When I read comics, I feel like I am entering that world. And I can inhabit that world in a way I can’t in other mediums – not even movies. A comic is an experience that you can re-enter, you can keep on re-entering it and disappear into this other world. So when I was making River of Stories, I deeply wanted to convey that same sense to my readers. I wanted them to feel like they were entering the Narmada Valley when they read that book. Like you said, today we live with a flood of imagery. It reduces our wonder at the new kind of space – where the quality of light is different, the air feels different…I want to convey those feelings.

Also, when you draw, you internalise things, like even now, when I look at the sketchbooks, I remember so many details – those memories are embedded. To the reader it may just be a sketch of a man sitting under a tree. But I remember both the tree and the man, I remember whether I had a conversation with him, or the way he looked. The sketching was for me to get a deeper essence of the scene or a thing and internalise it. Even though today we have access to any number of images and videos, you can’t replace what you experience by going somewhere and drawing.

From Orijit Sen's sketchbooks. | Picture credits: Orijit Sen.

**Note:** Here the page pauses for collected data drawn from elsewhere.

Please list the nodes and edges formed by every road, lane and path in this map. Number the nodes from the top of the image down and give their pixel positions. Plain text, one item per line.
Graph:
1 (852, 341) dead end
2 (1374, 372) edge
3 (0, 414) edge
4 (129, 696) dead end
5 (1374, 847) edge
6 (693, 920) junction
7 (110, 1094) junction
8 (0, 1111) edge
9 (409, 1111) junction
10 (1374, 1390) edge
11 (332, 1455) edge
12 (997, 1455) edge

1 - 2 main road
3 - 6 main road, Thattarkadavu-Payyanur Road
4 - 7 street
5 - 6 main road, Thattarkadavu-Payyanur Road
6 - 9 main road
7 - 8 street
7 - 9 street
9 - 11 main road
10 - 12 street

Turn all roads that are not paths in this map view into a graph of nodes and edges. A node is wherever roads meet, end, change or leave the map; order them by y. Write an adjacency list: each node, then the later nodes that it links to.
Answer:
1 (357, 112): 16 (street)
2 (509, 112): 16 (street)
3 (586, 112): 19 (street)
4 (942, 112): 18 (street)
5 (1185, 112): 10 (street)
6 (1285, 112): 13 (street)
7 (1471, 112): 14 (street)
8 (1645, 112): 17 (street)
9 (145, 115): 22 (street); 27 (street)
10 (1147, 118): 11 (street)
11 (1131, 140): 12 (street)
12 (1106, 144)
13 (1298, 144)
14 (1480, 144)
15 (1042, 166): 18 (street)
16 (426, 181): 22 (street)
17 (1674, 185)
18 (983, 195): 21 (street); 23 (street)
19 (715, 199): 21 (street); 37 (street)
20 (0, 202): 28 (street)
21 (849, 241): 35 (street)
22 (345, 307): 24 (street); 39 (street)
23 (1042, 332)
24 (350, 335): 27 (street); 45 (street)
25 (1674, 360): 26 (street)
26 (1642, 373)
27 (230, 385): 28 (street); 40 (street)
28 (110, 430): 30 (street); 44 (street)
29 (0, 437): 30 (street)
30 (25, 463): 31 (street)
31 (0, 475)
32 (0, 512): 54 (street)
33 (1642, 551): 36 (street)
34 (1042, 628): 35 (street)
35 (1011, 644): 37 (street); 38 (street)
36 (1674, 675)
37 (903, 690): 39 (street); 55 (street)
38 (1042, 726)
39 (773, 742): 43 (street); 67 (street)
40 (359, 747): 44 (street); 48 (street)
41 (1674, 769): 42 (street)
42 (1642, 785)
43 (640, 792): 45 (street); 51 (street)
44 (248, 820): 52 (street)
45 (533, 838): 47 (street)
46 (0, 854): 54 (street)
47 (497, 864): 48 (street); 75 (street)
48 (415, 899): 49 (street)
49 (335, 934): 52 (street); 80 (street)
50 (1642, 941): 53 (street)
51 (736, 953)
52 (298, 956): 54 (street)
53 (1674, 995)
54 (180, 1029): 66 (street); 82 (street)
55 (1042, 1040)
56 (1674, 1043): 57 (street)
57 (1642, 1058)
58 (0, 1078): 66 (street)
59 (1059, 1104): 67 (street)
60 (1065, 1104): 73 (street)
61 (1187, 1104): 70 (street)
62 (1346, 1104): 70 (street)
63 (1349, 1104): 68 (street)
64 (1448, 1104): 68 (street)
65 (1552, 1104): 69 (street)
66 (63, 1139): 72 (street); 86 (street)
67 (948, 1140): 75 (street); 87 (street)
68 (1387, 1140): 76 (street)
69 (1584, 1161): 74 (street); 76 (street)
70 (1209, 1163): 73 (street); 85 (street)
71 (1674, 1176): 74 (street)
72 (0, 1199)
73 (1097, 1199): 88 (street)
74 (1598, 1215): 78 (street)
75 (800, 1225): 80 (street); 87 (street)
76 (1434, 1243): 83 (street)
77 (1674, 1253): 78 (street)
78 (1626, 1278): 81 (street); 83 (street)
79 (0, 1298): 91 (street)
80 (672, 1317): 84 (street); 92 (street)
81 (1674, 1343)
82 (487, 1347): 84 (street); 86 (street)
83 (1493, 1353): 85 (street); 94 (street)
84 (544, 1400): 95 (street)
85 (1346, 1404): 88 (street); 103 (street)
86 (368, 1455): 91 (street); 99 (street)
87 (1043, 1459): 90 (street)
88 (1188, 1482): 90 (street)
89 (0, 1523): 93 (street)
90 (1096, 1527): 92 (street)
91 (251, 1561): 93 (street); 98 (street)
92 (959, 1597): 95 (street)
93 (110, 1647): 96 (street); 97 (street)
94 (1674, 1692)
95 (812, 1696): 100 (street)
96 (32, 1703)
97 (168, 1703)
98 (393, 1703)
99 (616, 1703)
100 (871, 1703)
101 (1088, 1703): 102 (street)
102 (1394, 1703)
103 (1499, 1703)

Unlike other graphic reportage works, River of Stories does not locate itself in a specific time or around an event the plot is fictional, and the details of the movement have been changed. What were your reasons for doing this? Did you consider a purely non-fiction narrative at any point in the creative process?
We got some funds from the Ministry of Environment, so I knew that I would have to fictionalise the things somewhat. In any case, I was not very interested in telling whatever you might consider the “unembroidered truth.” I wanted to convey that it’s not just about the facts of the oppression or the way the people are fighting that or the circumstances of that historical time. Instead, I wanted to convey a lot of emotion in the story.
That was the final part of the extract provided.